Re: Help with Query Tuning

From: Reid Thompson <Reid(dot)Thompson(at)ateb(dot)com>
To: pgsql-performance(at)postgresql(dot)org
Subject: Re: Help with Query Tuning
Date: 2011-03-16 17:24:30
Message-ID: 4D80F24E.1090807@ateb.com
Views: Raw Message | Whole Thread | Download mbox | Resend email
Thread:
Lists: pgsql-performance

On 03/16/2011 05:13 AM, Adarsh Sharma wrote:
> Dear all,
>
> I am facing a problem while creating the index to make the below query run faster. My table size is near about 1065 MB and 428467 rows.
>
> explain analyze select count(*) from page_content where publishing_date like '%2010%' and content_language='en' and content is not
> null and isprocessable = 1 and (content like '%Militant%'
> OR content like '%jihad%' OR content like '%Mujahid%' OR
> content like '%fedayeen%' OR content like '%insurgent%' OR content like '%terrorist%' OR
> content like '%cadre%' OR content like '%civilians%' OR content like '%police%' OR content like '%defence%' OR content like '%cops%'
> OR content like '%crpf%' OR content like '%dsf%' OR content like '%ssb%') AND (content like '%kill%' or content like '%injure%');
>
> *Output:
>
> * Aggregate (cost=107557.78..107557.79 rows=1 width=0) (actual time=18564.631..18564.631 rows=1 loops=1)
> -> Seq Scan on page_content (cost=0.00..107466.82 rows=36381 width=0) (actual time=0.146..18529.371 rows=59918 loops=1)
> Filter: ((content IS NOT NULL) AND (publishing_date ~~ '%2010%'::text) AND (content_language = 'en'::bpchar) AND (isprocessable = 1)
> AND (((content)
> ::text ~~ '%kill%'::text) OR ((content)::text ~~ '%injure%'::text)) AND (((content)::text ~~ '%Militant%'::text) OR ((content)::text
> ~~ '%jihad%'::text) OR (
> (content)::text ~~ '%Mujahid%'::text) OR ((content)::text ~~ '%fedayeen%'::text) OR ((content)::text ~~ '%insurgent%'::text) OR
> ((content)::text ~~ '%terrori
> st%'::text) OR ((content)::text ~~ '%cadre%'::text) OR ((content)::text ~~ '%civilians%'::text) OR ((content)::text ~~
> '%police%'::text) OR ((content)::text
> ~~ '%defence%'::text) OR ((content)::text ~~ '%cops%'::text) OR ((content)::text ~~ '%crpf%'::text) OR ((content)::text ~~
> '%dsf%'::text) OR ((content)::text
> ~~ '%ssb%'::text)))
> Total runtime: 18564.673 ms
>

You should read the documentation regarding indices and pattern matching as well as fts.

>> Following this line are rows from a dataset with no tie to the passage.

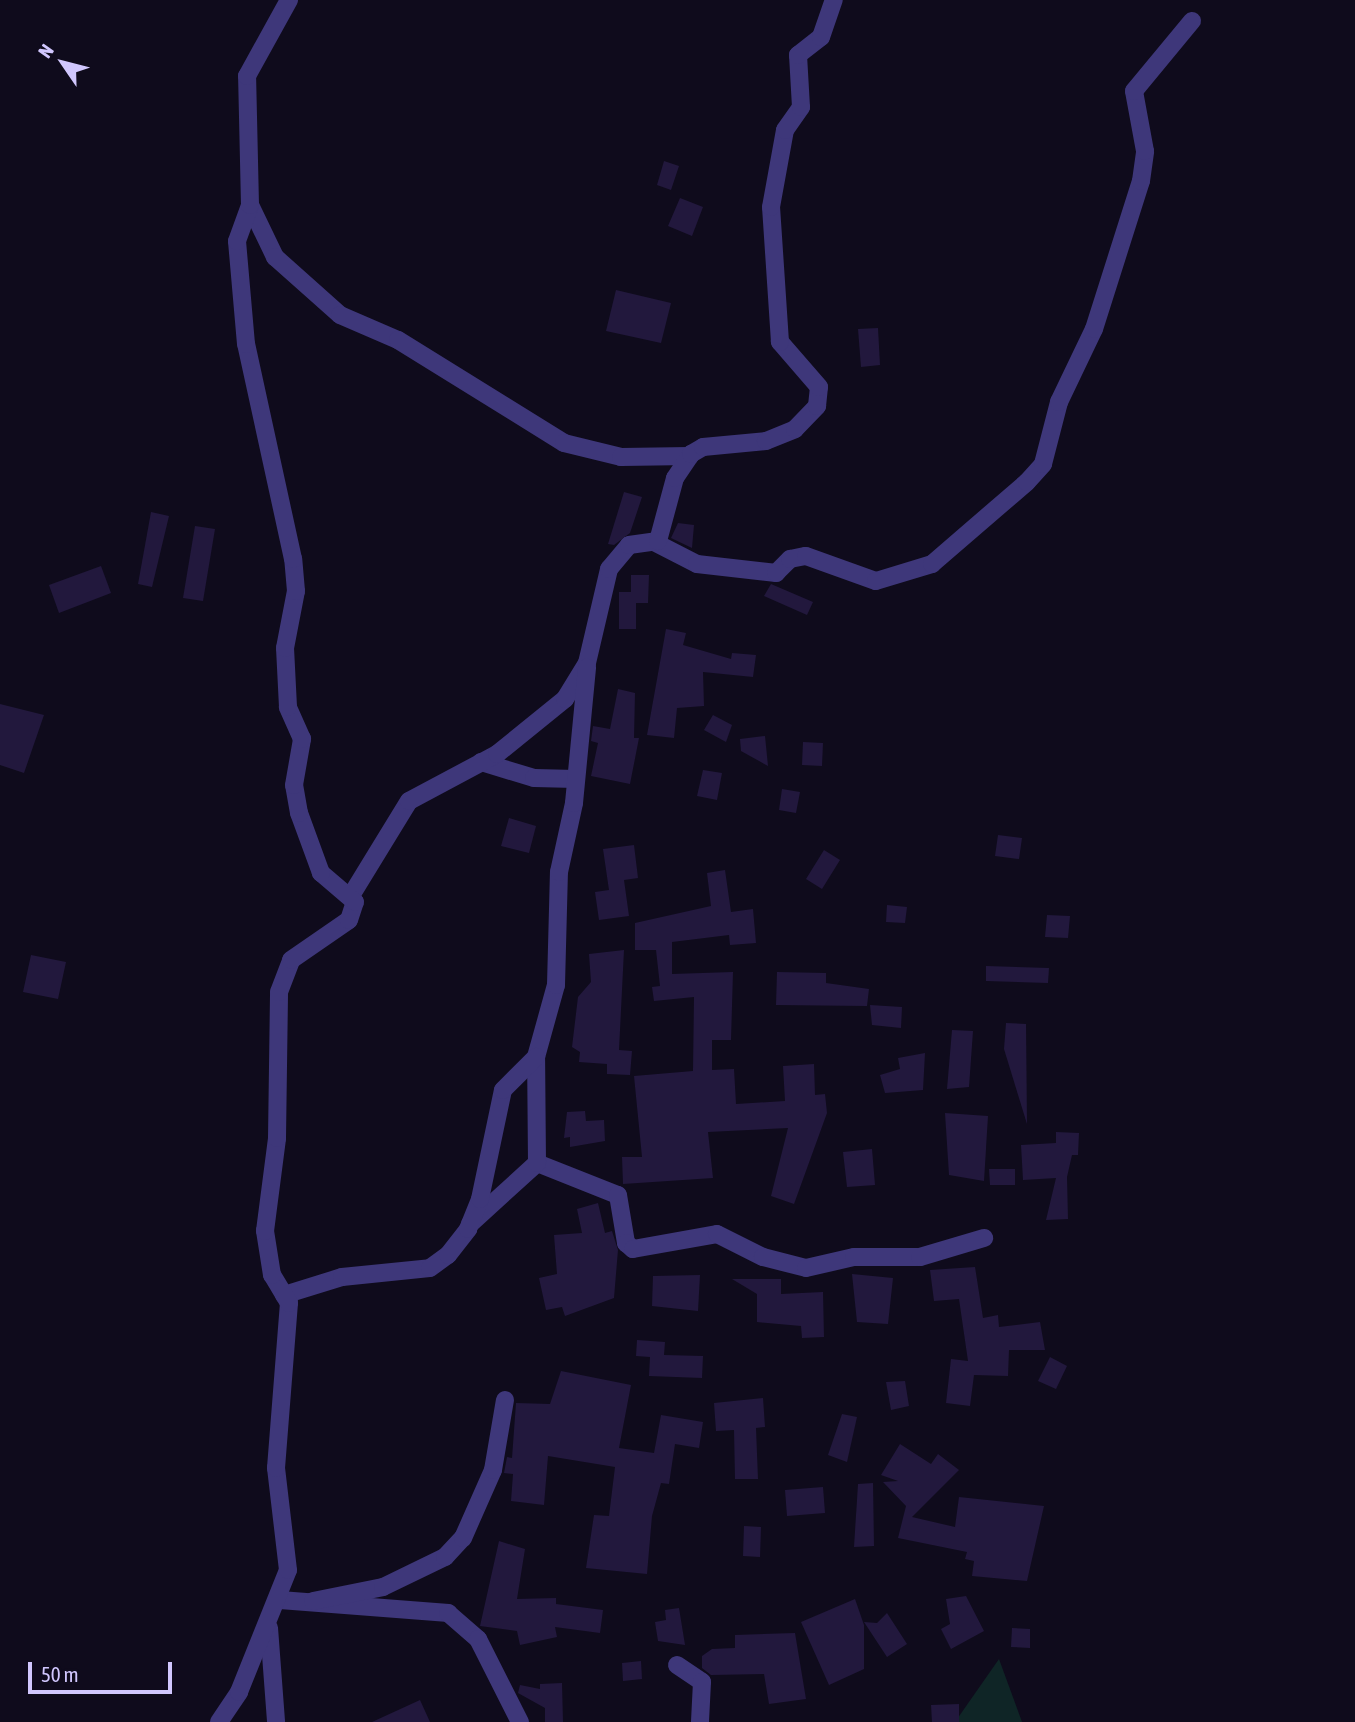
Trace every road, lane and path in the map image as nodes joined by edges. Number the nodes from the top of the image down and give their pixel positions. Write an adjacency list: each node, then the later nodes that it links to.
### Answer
1 (289, 0): 4 (street)
2 (834, 0): 5 (street)
3 (1192, 21): 6 (street)
4 (250, 205): 5 (street); 10 (street)
5 (690, 456): 6 (street)
6 (656, 543): 7 (street)
7 (587, 663): 8 (street); 9 (street)
8 (481, 762): 9 (street); 10 (street)
9 (576, 779): 11 (street)
10 (352, 894): 15 (street)
11 (536, 1056): 12 (street); 13 (street)
12 (537, 1163): 13 (street); 14 (street)
13 (470, 1224): 15 (street)
14 (984, 1238)
15 (284, 1295): 17 (street)
16 (505, 1400): 18 (street)
17 (280, 1600): 18 (street); 19 (street)
18 (313, 1601): 23 (street)
19 (269, 1625): 21 (street); 22 (street)
20 (677, 1665): 24 (street)
21 (225, 1720)
22 (276, 1722)
23 (520, 1722)
24 (700, 1722)

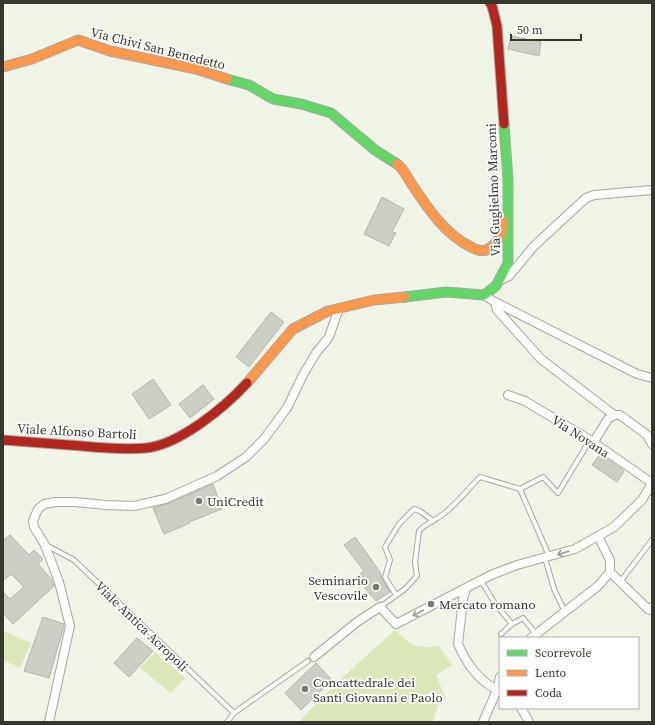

http://www.postgresql.org/docs/8.3/static/indexes-types.html

The optimizer can also use a B-tree index for queries involving the pattern matching operators LIKE and ~ if the pattern is a
constant and is anchored to the beginning of the string — for example, col LIKE 'foo%' or col ~ '^foo', but not col LIKE '%bar'.
However, if your server does not use the C locale you will need to create the index with a special operator class to support
indexing of pattern-matching queries. See Section 11.9 below. It is also possible to use B-tree indexes for ILIKE and ~*, but only
if the pattern starts with non-alphabetic characters, i.e. characters that are not affected by upper/lower case conversion.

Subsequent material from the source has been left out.